Data provided ->
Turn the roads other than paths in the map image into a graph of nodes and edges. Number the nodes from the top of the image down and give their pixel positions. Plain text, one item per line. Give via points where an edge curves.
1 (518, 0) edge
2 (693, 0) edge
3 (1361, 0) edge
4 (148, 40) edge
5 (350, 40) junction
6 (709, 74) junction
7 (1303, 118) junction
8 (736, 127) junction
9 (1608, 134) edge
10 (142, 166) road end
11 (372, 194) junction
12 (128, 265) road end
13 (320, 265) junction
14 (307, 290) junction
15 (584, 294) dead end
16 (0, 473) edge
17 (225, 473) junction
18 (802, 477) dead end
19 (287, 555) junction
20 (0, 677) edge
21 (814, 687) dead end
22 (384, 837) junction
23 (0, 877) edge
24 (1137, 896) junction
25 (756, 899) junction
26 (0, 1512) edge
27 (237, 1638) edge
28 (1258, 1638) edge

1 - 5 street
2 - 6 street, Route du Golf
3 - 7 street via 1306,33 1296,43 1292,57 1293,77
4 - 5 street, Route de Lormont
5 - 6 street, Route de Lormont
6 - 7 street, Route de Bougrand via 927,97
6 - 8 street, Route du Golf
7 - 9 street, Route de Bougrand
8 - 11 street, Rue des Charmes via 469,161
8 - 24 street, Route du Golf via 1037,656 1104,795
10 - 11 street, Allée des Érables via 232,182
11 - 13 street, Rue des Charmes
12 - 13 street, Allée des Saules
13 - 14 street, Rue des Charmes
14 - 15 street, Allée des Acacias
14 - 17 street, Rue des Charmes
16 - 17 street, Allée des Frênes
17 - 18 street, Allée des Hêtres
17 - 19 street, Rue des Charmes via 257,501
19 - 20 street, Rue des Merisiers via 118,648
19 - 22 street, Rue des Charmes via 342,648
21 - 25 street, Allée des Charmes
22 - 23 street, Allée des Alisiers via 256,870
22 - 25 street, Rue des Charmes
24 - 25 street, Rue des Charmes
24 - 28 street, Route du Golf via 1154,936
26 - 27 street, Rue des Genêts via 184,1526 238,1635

Task to complete ->
The expected response is every record, reproduced word for word.

Completed task ->
Turn the roads other than paths in the map image into a graph of nodes and edges. Number the nodes from the top of the image down and give their pixel positions. Plain text, one item per line. Give via points where an edge curves.
1 (518, 0) edge
2 (693, 0) edge
3 (1361, 0) edge
4 (148, 40) edge
5 (350, 40) junction
6 (709, 74) junction
7 (1303, 118) junction
8 (736, 127) junction
9 (1608, 134) edge
10 (142, 166) road end
11 (372, 194) junction
12 (128, 265) road end
13 (320, 265) junction
14 (307, 290) junction
15 (584, 294) dead end
16 (0, 473) edge
17 (225, 473) junction
18 (802, 477) dead end
19 (287, 555) junction
20 (0, 677) edge
21 (814, 687) dead end
22 (384, 837) junction
23 (0, 877) edge
24 (1137, 896) junction
25 (756, 899) junction
26 (0, 1512) edge
27 (237, 1638) edge
28 (1258, 1638) edge

1 - 5 street
2 - 6 street, Route du Golf
3 - 7 street via 1306,33 1296,43 1292,57 1293,77
4 - 5 street, Route de Lormont
5 - 6 street, Route de Lormont
6 - 7 street, Route de Bougrand via 927,97
6 - 8 street, Route du Golf
7 - 9 street, Route de Bougrand
8 - 11 street, Rue des Charmes via 469,161
8 - 24 street, Route du Golf via 1037,656 1104,795
10 - 11 street, Allée des Érables via 232,182
11 - 13 street, Rue des Charmes
12 - 13 street, Allée des Saules
13 - 14 street, Rue des Charmes
14 - 15 street, Allée des Acacias
14 - 17 street, Rue des Charmes
16 - 17 street, Allée des Frênes
17 - 18 street, Allée des Hêtres
17 - 19 street, Rue des Charmes via 257,501
19 - 20 street, Rue des Merisiers via 118,648
19 - 22 street, Rue des Charmes via 342,648
21 - 25 street, Allée des Charmes
22 - 23 street, Allée des Alisiers via 256,870
22 - 25 street, Rue des Charmes
24 - 25 street, Rue des Charmes
24 - 28 street, Route du Golf via 1154,936
26 - 27 street, Rue des Genêts via 184,1526 238,1635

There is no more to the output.